Serena Bortone cancellata dalla Rai. Il suo talk ‘Che Sarà…’ pare proprio non essere stato riconfermato nella prossima stagione tv. A piangerlo, pochissimi spettatori effettivi. Il programma ha chiuso la prima edizione con una media del 3,88 % di share, ben al di sotto delle aspettative di Rai 3. Questo è un dato importante. Lo è perché, scorrendo X, pare che il format sia stato colonna portante dell’informazione nell’ultimo anno. Non proprio. La trasmissione ha ottenuto rilevanza (sempre social, non lato Auditel) dal 20 aprile scorso, ossia verso fine stagione, grazie al caso Scurati. Lo scrittore avrebbe dovuto, come da denuncia Instagram della stessa conduttrice, prodursi in un monologo sulla Liberazione in puntata. Monologo tolto dalla scaletta, “senza spiegazioni”.
E così ecco lo scandalo: si è parlato di censura, di Serena Bortone come ultimo baluardo di Resistenza a ‘TeleMeloni’. Da quel giorno, la nostra non ha perso occasione per lasciare intendere pressioni da parte dei vertici, ergendosi a simbolo di lotta al fascismo dominante. Proviamo a ragionare al di fuori di qualunque ‘tifoseria’. Basandoci soltanto su ciò che è e resta verificabile in modo concreto: abbiamo la parola di Bortone e quella della Rai (che sostiene non ci sia stata alcuna censura). E quindi, concretamente, possiamo solo ‘credere’ a chi tra le due parti ci ispira più fiducia. Non c’è alcuna prova tangibile di come siano andate le cose.
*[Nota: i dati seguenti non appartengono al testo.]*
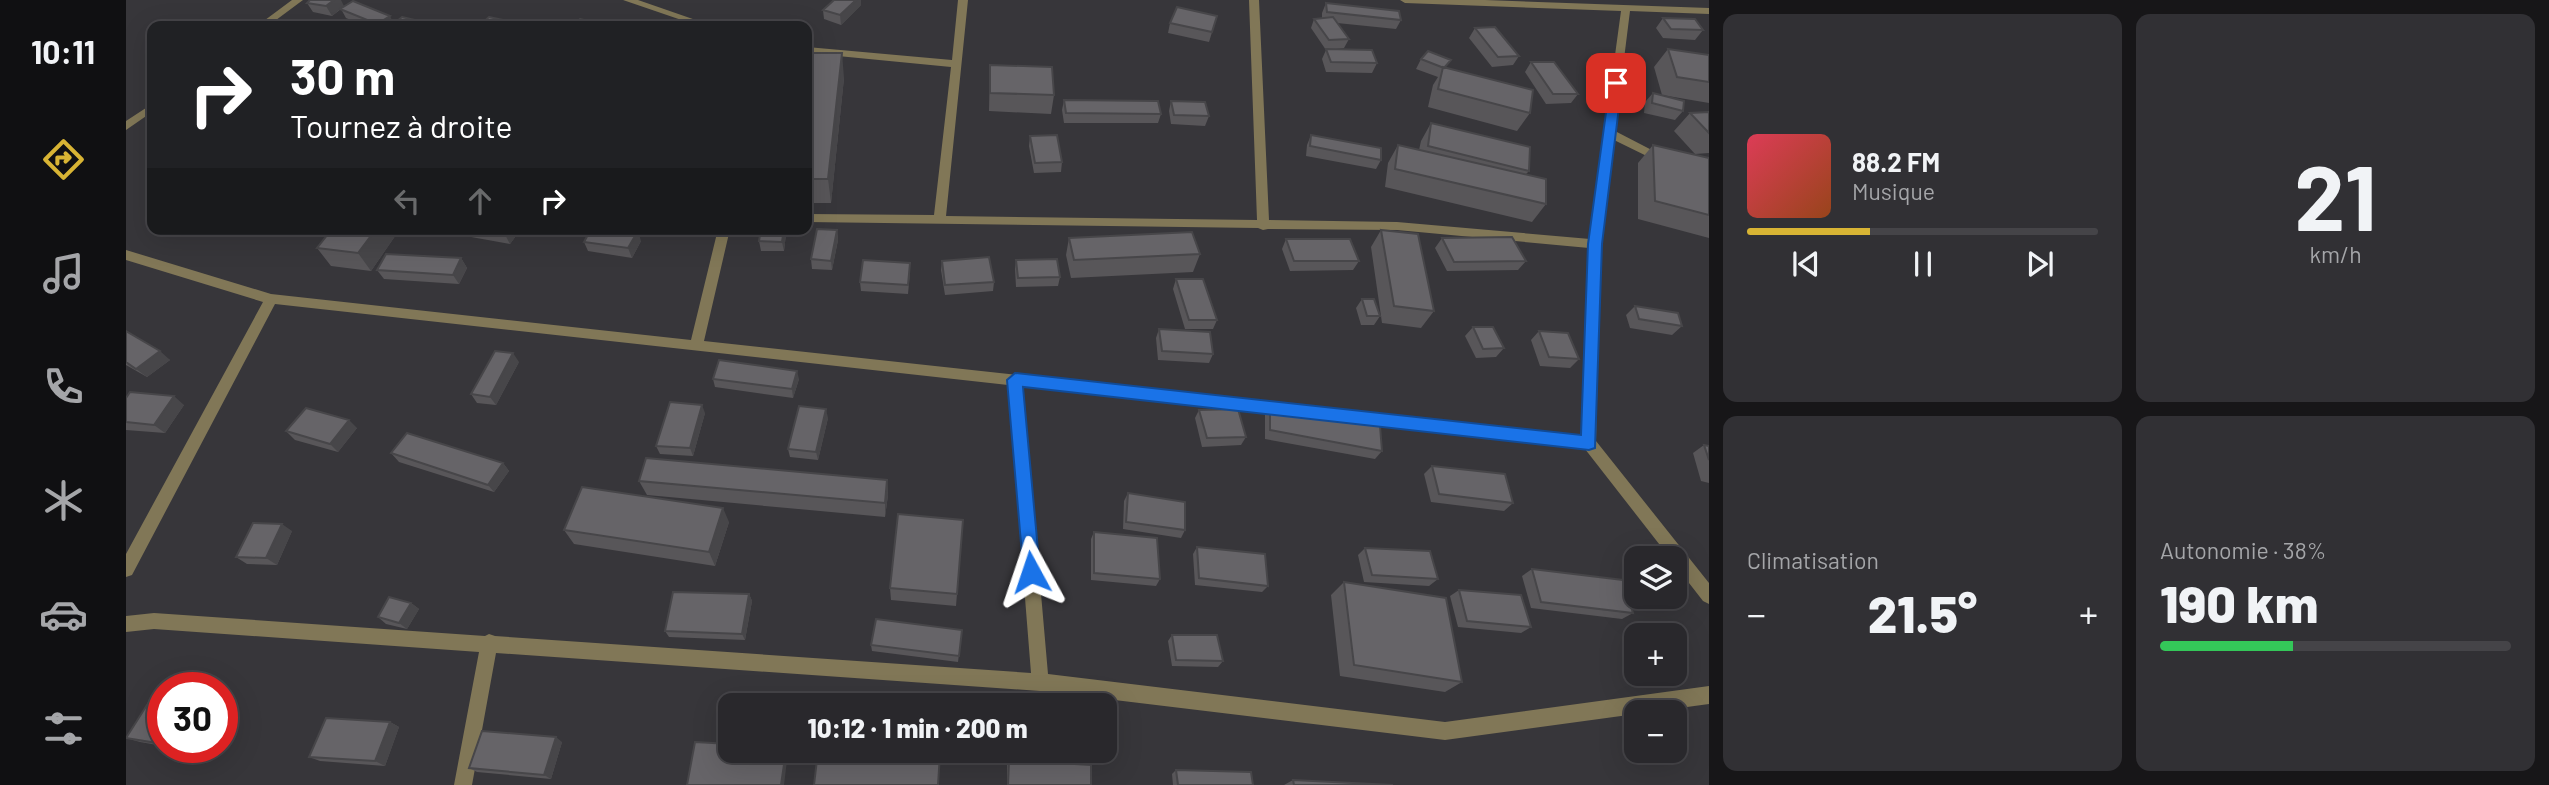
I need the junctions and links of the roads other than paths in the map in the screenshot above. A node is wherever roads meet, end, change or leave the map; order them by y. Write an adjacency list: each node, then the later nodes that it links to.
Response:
1 (298, 0): 8 (street)
2 (628, 0): 9 (street)
3 (963, 0): 11 (street)
4 (1254, 0): 18 (street)
5 (1405, 0): 6 (street)
6 (1626, 8): 7 (street); 14 (street)
7 (1709, 11)
8 (269, 21)
9 (693, 21)
10 (812, 50): 11 (street)
11 (957, 64): 17 (street)
12 (147, 111): 13 (street)
13 (126, 126)
14 (1610, 133): 15 (street); 20 (street)
15 (1672, 163)
16 (812, 218): 17 (street)
17 (940, 220): 18 (street)
18 (1263, 226): 20 (street)
19 (723, 235): 23 (street)
20 (1595, 244): 25 (street)
21 (126, 255): 22 (street)
22 (271, 299): 23 (street); 26 (street)
23 (696, 345): 24 (street)
24 (1015, 380): 25 (street); 30 (street)
25 (1589, 443): 27 (street)
26 (126, 570)
27 (1709, 596)
28 (126, 624): 29 (street)
29 (489, 642): 30 (street); 32 (street)
30 (1040, 682): 31 (street)
31 (1709, 695)
32 (463, 785)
La narrazione, comunque, resta conveniente solo per uno dei due ‘litiganti’. Vediamo come mai…
Serena Bortone e quella narrazione molto conveniente
‘Che Sarà…’ di Serena Bortone non è stato un programma di successo. Al netto delle schiere di ‘nostalgici’ social che gridano al ‘Governo Fascio!’, gli ascolti dell’intera stagione sono stati risibili. Numeri alla mano, sarebbe scomparso dai palinsesti di Rai 3 per questa ragione, senza grossi sconquassi. Anzi, arriviamo a dire che se ne sarebbero accorti in pochi. E che questo, forse, lo sapeva benissimo Bortone in primis. Così, riguardandolo col senno di poi, torna oggettivamente molto conveniente quel suo post Instagram del 20 aprile in cui ‘denuncia’ la censura di Scurati. Può essere la Rai così ‘fascia’, ma soprattutto così fessa, da impedire un monologo sulla Liberazione a pochi giorni dal 25 aprile? Un monologo di tre, massimo cinque minuti. Un monologo che, tra l’altro, avrebbe visto qualche spicciolata di spettatori. A che pro? L’unica ad aver ottenuto risultati (ottimi) dalla bagarre è proprio Serena Bortone. Dritta sulla digital cover di Vanity Fair con claim ‘Resistenza’, è diventata un caso, il caso sulla bocca di tutti. E lo è ancora oggi, specie alla notizia del mancato rinnovo del suo programma. Programma che, lo ricordiamo, sarebbe stato cancellato lo stesso per bassi ascolti.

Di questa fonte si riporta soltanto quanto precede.